Qui sont mes vrais ennemis ?


Richarson Dorvil
C’est surprenant qu’un homme, un président d’un si grand pays ait tourné le vent de la rancœur contre lui, et ce, à tous les niveaux. Le monde inquiet, plus que jamais, se sent trahi et ignore comment demain sera fait. Chacun y va de ses complaintes pour éradiquer la malveillance de l’homme de service à la Maison Blanche.

Plusieurs textes enflammés, l’un plus touchant que l’autre, ont été pondus pour exprimer l’excès d’exaspération de leur auteur. Nous avons eu l’insigne honneur de publier quelques uns.

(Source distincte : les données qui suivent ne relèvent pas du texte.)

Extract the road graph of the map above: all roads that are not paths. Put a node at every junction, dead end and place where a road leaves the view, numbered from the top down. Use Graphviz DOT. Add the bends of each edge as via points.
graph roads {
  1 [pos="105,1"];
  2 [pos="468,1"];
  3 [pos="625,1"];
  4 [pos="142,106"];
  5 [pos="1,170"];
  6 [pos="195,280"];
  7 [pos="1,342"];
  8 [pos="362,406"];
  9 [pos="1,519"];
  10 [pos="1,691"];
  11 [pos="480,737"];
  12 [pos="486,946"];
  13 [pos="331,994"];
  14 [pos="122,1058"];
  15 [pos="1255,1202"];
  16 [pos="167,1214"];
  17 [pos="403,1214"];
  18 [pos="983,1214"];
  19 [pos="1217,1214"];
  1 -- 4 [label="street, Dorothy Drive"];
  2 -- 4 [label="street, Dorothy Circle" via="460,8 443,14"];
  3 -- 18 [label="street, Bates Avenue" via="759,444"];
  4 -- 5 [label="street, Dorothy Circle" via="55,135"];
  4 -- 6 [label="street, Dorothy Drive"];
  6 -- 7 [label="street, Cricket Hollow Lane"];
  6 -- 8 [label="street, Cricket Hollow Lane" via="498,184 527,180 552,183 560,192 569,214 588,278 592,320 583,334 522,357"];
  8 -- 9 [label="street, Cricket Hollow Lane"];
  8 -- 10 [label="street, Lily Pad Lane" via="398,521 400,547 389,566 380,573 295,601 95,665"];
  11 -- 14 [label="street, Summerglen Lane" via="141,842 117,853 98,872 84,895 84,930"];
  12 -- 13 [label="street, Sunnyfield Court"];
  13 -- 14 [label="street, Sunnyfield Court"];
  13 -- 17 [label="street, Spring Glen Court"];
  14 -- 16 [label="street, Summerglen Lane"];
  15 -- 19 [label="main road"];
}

Aujourd’hui, nous voilà avec un nouveau venu, photographe de son état et commentateur prolifique, sur les frasques de Trump. Il s’agit de Richarson Dorvil. Dans une réflexion imprégnée de regrets pour les « fines fleurs de la nation », selon ses expressions, qui s’en vont, à reculons, s’échiner sur la terre étrangère, il distribue les torts avec l’espoir de voir nos gouvernants corriger la trajectoire et sauver Haïti d’une déliquescence annoncée dans un article éclairant, par cette brûlante interrogation: Qui sont mes vrais ennemis?
          
Bonne lecture

Max Dorismond
Pour HCN.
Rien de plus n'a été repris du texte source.